SUPPLIED DATA >>
-- Opening Marker --

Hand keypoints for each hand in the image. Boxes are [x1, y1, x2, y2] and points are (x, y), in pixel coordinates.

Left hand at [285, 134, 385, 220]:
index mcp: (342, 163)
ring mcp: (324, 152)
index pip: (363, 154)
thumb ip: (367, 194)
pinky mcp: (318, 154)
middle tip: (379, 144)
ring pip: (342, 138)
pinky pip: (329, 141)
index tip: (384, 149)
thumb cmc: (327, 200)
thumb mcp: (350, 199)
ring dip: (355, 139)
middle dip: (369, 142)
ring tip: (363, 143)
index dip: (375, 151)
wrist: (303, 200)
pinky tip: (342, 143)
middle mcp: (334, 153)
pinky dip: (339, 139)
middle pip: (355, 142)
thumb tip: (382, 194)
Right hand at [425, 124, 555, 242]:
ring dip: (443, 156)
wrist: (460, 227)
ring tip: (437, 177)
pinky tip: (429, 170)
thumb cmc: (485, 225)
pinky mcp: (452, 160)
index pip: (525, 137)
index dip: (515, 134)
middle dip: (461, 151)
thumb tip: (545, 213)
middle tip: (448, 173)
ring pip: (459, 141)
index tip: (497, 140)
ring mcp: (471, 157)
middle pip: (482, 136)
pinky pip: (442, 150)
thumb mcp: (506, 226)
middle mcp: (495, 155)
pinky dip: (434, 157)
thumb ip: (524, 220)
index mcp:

-- Closing Marker --

WHAT TO PRODUCE >>
Starting at the top of the listing above, write out every line exactly as it appears.

FINISHED EXERCISE >>
Hand keypoints for each hand in the image. Boxes are [x1, y1, x2, y2] and points are (x, y), in pixel coordinates.

Left hand at [285, 134, 385, 220]:
index mcp: (342, 163)
ring mcp: (324, 152)
index pip: (363, 154)
thumb ip: (367, 194)
pinky mcp: (318, 154)
middle tip: (379, 144)
ring pip: (342, 138)
pinky pip: (329, 141)
index tip: (384, 149)
thumb cmc: (327, 200)
thumb mcp: (350, 199)
ring dip: (355, 139)
middle dip: (369, 142)
ring tip: (363, 143)
index dip: (375, 151)
wrist: (303, 200)
pinky tip: (342, 143)
middle mcp: (334, 153)
pinky dip: (339, 139)
middle pip: (355, 142)
thumb tip: (382, 194)
Right hand at [425, 124, 555, 242]:
ring dip: (443, 156)
wrist: (460, 227)
ring tip: (437, 177)
pinky tip: (429, 170)
thumb cmc: (485, 225)
pinky mcp: (452, 160)
index pip: (525, 137)
index dip: (515, 134)
middle dip: (461, 151)
thumb tip: (545, 213)
middle tip: (448, 173)
ring pip: (459, 141)
index tip: (497, 140)
ring mcp: (471, 157)
middle pip: (482, 136)
pinky pip: (442, 150)
thumb mcp: (506, 226)
middle mcp: (495, 155)
pinky dip: (434, 157)
thumb ip: (524, 220)
index mcp:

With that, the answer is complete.